Exposing Semantic Zoom behavior

[This article is for Windows 8.x and Windows Phone 8.x developers writing Windows Runtime apps. If you’re developing for Windows 10, see the latest documentation]

Semantic Zoom for HTML

Semantic Zoom is a touch-optimized technique used by Windows Runtime apps for presenting and navigating large sets of related data or content within a single view (such as a photo album, app list, or address book). For more info, see Guidelines for Semantic Zoom.

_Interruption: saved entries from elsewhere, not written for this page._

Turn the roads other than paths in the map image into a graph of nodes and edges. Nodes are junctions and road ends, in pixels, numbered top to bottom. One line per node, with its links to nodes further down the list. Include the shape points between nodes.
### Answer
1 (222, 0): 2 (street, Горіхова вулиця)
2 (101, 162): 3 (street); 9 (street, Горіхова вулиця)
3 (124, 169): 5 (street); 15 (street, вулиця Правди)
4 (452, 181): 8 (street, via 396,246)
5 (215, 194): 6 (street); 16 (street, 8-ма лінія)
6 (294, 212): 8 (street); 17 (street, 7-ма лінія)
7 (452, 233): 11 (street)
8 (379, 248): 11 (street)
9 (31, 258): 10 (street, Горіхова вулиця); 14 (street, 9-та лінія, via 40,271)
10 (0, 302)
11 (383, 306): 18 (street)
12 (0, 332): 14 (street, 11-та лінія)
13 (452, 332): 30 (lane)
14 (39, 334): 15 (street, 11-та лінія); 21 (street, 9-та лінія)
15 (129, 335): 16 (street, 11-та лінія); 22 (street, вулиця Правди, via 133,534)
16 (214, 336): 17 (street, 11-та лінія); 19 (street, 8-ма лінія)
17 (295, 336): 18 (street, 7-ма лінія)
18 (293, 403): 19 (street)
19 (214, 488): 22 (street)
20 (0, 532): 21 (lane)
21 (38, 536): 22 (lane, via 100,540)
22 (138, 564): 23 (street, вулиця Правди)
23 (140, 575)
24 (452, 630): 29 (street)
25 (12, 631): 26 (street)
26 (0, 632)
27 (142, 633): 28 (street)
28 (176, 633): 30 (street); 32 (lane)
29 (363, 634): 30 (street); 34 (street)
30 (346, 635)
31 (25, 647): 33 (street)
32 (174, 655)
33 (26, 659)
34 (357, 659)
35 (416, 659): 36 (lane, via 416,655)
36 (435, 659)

If you create custom controls that support Semantic Zoom behavior, you should expose the behavior to accessibility frameworks and assistive technologies. You can do that by assigning the Microsoft-specific Accessible Rich Internet Applications (ARIA) role called "ms-semanticzoomcontainer" to the control. To learn more about ARIA roles, see The Roles Model on the W3C website.

Semantic Zoom for XAML

The XAML SemanticZoom control provides built-in accessibility support for Microsoft UI Automation. It reports support for the ExpandCollapse pattern and dynamically changes the promoted Name value based on which view is displayed. You shouldn't have to do anything special to have your content within a SemanticZoom be accessible. You do have to consider whether you're exposing a visible control for expand or collapse, or relying on the standard gesture for semantic zoom. If you expose a control, make sure that control can be invoked and is textually identified (by Name or HelpText) as being the control that is used to expand and collapse the SemanticZoom views.